• What is needed: Whenever a line of the records below contains the word "منشية", copy that line.

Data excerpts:
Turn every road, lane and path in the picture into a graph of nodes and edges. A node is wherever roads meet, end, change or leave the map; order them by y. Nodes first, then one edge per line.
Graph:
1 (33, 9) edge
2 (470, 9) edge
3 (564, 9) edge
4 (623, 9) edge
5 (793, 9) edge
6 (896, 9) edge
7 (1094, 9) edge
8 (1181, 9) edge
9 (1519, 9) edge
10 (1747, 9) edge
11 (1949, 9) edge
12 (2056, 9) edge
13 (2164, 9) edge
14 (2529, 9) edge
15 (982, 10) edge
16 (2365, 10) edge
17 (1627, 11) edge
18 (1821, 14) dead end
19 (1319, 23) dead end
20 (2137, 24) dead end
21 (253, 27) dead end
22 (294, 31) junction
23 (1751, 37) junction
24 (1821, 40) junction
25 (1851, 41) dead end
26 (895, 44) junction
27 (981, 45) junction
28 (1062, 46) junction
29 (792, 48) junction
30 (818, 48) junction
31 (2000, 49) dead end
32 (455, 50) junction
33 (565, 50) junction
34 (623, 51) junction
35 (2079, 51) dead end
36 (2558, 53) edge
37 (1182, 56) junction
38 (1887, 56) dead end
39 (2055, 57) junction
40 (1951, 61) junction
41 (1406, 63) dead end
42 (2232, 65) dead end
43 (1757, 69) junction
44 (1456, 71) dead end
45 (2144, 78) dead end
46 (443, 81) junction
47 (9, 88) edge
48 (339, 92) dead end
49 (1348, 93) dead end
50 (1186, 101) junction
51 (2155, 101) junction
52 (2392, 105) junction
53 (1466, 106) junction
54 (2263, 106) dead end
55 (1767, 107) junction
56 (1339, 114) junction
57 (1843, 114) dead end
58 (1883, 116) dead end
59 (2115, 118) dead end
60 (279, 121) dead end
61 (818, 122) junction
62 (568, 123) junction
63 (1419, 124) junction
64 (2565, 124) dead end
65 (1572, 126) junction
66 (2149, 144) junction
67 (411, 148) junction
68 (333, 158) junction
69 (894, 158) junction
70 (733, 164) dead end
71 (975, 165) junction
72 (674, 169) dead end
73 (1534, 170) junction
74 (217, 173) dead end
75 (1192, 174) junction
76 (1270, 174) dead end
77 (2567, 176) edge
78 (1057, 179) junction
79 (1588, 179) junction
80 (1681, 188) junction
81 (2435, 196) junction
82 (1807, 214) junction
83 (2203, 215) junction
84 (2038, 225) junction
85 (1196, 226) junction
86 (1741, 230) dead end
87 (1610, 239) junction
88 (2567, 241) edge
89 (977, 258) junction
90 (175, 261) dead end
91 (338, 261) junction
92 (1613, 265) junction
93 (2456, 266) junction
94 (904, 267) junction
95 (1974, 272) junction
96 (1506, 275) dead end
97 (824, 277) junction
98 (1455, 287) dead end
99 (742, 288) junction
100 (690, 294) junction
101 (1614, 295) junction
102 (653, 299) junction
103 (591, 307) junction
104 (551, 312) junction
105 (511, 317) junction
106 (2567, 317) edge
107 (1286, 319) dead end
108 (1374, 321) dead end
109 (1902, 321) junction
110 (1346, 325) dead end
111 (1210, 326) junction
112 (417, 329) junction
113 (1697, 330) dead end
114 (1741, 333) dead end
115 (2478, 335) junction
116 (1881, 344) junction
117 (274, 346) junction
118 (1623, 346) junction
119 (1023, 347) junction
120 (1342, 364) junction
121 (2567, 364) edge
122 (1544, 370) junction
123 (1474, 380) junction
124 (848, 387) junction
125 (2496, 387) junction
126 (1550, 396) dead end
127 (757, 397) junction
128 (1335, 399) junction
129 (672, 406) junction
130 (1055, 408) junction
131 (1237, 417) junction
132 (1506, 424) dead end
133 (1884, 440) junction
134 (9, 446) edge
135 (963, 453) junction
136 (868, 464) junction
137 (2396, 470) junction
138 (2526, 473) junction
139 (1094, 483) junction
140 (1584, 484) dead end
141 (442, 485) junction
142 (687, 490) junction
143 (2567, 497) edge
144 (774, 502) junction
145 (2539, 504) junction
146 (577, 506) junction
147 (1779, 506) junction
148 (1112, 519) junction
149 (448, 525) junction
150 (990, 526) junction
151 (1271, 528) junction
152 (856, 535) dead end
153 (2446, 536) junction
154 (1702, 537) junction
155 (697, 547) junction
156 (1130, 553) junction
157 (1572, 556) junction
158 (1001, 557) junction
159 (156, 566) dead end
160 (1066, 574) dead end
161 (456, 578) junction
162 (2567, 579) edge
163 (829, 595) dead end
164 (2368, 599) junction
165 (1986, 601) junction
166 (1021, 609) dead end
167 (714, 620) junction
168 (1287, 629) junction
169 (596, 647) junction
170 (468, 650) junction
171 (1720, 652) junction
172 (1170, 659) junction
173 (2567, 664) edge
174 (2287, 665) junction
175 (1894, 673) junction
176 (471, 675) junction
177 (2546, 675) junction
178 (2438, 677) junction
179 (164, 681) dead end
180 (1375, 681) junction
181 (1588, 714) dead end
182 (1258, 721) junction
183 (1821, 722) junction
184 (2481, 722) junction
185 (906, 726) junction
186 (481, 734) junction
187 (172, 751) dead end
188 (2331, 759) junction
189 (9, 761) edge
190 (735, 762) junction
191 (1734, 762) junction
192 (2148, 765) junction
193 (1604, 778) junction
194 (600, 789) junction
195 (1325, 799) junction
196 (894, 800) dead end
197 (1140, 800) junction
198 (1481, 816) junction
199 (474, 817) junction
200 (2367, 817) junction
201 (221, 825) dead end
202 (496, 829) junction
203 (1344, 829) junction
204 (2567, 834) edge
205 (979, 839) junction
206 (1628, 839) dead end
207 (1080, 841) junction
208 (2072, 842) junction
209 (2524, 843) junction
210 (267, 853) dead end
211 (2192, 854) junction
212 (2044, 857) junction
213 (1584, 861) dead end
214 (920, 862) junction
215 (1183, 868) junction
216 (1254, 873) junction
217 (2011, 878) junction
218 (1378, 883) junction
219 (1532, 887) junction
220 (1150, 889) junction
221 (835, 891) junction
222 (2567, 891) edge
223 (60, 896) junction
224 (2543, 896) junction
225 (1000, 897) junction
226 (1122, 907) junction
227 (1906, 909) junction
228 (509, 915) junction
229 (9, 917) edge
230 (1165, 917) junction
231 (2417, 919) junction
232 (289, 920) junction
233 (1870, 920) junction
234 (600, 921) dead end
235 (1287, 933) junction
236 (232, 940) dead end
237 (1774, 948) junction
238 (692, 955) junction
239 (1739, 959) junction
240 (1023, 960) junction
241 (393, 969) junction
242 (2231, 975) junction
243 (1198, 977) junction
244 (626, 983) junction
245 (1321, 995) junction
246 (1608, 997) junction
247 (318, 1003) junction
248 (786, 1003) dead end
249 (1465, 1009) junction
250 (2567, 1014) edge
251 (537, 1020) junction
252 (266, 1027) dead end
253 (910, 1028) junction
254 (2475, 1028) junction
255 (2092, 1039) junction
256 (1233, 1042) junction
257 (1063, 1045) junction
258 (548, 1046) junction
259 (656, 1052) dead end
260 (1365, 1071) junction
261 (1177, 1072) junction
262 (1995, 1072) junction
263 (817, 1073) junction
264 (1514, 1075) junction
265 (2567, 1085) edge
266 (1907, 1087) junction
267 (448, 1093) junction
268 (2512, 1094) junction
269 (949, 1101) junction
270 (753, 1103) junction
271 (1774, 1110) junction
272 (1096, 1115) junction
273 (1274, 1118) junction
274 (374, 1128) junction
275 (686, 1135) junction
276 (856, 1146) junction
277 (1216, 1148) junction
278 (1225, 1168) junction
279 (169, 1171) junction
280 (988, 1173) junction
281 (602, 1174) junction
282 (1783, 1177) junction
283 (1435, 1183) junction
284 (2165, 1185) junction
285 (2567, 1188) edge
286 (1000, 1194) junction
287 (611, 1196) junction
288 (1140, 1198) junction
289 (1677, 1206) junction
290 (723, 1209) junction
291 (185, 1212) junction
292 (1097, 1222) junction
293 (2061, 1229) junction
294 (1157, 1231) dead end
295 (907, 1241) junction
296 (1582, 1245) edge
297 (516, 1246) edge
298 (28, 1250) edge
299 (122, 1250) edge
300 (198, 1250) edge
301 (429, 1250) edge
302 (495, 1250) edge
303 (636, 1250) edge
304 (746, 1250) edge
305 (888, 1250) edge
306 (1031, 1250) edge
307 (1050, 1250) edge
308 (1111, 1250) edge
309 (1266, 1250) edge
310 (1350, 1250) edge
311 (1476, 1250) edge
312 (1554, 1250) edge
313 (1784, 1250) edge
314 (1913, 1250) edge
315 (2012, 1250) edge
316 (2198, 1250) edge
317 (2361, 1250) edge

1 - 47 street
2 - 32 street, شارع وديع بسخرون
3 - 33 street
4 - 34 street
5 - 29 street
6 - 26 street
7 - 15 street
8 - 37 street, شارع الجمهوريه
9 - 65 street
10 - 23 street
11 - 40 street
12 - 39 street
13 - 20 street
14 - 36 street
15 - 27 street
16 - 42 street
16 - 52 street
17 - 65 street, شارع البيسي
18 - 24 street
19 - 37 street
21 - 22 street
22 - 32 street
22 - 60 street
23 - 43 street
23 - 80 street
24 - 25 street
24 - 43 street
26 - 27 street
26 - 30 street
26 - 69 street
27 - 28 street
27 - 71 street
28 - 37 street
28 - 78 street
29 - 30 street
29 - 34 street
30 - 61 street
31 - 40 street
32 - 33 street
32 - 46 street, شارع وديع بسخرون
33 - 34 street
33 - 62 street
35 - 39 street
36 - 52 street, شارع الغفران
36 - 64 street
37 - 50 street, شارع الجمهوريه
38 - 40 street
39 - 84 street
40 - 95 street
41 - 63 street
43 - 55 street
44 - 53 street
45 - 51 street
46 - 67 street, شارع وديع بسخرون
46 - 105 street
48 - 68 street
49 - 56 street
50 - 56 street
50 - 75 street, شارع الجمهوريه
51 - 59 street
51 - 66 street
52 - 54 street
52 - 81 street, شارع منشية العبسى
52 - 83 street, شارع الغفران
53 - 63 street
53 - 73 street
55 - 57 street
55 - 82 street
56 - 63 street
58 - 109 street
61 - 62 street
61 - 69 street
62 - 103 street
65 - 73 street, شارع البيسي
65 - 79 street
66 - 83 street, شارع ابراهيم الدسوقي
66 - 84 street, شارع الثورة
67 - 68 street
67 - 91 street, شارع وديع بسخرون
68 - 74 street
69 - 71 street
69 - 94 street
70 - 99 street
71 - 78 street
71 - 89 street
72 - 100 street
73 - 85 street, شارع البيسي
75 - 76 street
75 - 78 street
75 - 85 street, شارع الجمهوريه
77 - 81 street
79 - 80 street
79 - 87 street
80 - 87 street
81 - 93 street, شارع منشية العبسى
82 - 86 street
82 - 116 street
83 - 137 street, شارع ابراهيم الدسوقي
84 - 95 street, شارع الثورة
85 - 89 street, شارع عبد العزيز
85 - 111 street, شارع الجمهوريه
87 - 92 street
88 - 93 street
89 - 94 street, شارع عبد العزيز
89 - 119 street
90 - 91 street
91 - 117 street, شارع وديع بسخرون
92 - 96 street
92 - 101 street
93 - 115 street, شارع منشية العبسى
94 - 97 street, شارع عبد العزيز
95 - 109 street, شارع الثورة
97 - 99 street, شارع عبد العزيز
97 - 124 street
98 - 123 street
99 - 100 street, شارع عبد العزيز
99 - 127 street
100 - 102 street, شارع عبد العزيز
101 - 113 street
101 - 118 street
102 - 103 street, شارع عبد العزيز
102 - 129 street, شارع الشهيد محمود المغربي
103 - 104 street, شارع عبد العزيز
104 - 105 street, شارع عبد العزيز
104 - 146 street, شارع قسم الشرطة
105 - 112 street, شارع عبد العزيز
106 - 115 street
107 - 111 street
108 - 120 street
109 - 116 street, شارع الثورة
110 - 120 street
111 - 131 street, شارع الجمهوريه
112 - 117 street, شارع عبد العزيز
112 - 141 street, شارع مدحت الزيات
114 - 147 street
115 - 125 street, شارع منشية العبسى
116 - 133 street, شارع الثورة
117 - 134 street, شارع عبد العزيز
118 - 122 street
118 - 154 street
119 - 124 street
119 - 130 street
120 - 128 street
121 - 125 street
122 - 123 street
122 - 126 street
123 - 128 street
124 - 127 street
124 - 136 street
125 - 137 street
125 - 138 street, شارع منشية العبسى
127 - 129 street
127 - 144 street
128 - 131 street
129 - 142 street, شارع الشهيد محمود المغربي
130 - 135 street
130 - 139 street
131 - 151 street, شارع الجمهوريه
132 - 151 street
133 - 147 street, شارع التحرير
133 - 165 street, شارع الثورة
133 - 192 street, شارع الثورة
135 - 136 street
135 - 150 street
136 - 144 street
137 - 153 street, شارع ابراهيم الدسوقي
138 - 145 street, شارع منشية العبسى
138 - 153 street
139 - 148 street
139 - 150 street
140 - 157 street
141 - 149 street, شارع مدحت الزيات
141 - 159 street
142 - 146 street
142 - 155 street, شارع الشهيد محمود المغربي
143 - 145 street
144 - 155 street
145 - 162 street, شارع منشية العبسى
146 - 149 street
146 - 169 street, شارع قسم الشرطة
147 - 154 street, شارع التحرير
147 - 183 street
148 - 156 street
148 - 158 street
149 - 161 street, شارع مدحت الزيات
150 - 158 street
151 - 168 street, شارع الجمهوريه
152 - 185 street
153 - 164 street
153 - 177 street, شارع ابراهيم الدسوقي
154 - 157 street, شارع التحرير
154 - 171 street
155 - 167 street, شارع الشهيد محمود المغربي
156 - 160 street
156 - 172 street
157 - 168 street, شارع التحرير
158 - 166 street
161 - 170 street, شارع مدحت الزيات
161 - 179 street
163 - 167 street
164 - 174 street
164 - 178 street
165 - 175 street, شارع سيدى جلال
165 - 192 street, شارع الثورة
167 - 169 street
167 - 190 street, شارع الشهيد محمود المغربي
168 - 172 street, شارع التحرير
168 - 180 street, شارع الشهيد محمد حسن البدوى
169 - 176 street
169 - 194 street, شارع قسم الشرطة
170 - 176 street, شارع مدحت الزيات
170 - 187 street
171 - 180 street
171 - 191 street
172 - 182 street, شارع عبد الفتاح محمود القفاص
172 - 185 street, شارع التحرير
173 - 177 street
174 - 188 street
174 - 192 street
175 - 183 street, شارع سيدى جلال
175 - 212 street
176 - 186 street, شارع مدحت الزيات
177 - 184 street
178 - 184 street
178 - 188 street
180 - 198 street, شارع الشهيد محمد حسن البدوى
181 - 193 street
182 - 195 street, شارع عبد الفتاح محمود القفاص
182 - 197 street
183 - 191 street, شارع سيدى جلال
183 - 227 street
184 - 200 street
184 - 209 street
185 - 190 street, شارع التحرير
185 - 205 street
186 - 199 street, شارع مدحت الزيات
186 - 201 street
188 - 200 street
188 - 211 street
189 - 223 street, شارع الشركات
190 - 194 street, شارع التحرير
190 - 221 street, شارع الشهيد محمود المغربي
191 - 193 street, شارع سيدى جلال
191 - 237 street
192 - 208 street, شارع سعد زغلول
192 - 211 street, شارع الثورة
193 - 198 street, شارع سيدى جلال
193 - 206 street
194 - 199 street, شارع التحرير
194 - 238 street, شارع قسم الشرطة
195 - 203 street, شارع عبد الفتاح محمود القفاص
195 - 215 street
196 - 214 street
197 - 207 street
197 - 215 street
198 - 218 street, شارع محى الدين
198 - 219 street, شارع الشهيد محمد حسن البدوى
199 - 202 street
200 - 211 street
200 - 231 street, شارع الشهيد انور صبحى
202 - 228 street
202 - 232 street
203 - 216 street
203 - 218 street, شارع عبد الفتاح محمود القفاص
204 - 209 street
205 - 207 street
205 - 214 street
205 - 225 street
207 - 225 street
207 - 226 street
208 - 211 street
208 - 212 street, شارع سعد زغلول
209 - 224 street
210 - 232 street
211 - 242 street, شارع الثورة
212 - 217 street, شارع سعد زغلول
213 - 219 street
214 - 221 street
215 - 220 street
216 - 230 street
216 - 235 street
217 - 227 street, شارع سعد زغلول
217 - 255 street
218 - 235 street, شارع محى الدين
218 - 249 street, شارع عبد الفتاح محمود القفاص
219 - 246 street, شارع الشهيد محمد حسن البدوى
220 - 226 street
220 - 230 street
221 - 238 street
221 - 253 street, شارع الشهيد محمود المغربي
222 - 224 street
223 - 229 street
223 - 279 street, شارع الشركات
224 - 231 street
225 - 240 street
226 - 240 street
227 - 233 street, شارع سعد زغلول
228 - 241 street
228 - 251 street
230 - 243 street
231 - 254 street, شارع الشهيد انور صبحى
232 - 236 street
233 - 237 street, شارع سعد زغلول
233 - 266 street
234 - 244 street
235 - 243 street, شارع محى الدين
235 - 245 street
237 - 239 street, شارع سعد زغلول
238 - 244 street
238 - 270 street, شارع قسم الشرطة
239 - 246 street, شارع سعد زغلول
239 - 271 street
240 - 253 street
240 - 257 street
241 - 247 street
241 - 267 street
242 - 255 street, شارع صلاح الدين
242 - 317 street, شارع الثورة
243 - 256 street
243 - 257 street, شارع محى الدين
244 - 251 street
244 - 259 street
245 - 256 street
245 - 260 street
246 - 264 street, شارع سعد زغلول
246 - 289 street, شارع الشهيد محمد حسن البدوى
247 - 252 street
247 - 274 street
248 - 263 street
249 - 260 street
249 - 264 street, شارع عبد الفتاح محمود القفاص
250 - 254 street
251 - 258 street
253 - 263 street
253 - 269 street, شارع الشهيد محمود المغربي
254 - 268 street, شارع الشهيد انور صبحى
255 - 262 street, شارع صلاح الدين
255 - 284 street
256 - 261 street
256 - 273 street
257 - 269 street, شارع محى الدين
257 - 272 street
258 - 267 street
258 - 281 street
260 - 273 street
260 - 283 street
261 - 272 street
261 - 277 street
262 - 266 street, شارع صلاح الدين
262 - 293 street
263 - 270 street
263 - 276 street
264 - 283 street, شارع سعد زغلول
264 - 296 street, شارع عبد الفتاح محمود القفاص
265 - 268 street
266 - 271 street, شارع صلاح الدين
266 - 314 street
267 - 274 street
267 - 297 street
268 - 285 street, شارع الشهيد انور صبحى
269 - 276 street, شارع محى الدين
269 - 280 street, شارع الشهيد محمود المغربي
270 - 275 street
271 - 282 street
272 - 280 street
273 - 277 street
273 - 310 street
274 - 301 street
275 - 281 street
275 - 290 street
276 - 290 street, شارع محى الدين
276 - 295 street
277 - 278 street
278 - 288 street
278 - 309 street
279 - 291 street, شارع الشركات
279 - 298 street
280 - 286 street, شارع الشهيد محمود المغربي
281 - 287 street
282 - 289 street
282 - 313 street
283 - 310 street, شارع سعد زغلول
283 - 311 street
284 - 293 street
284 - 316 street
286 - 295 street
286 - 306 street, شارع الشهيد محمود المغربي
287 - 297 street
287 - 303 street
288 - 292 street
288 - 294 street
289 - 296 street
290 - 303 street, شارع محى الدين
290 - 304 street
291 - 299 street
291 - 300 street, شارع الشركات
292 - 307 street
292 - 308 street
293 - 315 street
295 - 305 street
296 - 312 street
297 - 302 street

• Exercise answer:
52 - 81 street, شارع منشية العبسى
81 - 93 street, شارع منشية العبسى
93 - 115 street, شارع منشية العبسى
115 - 125 street, شارع منشية العبسى
125 - 138 street, شارع منشية العبسى
138 - 145 street, شارع منشية العبسى
145 - 162 street, شارع منشية العبسى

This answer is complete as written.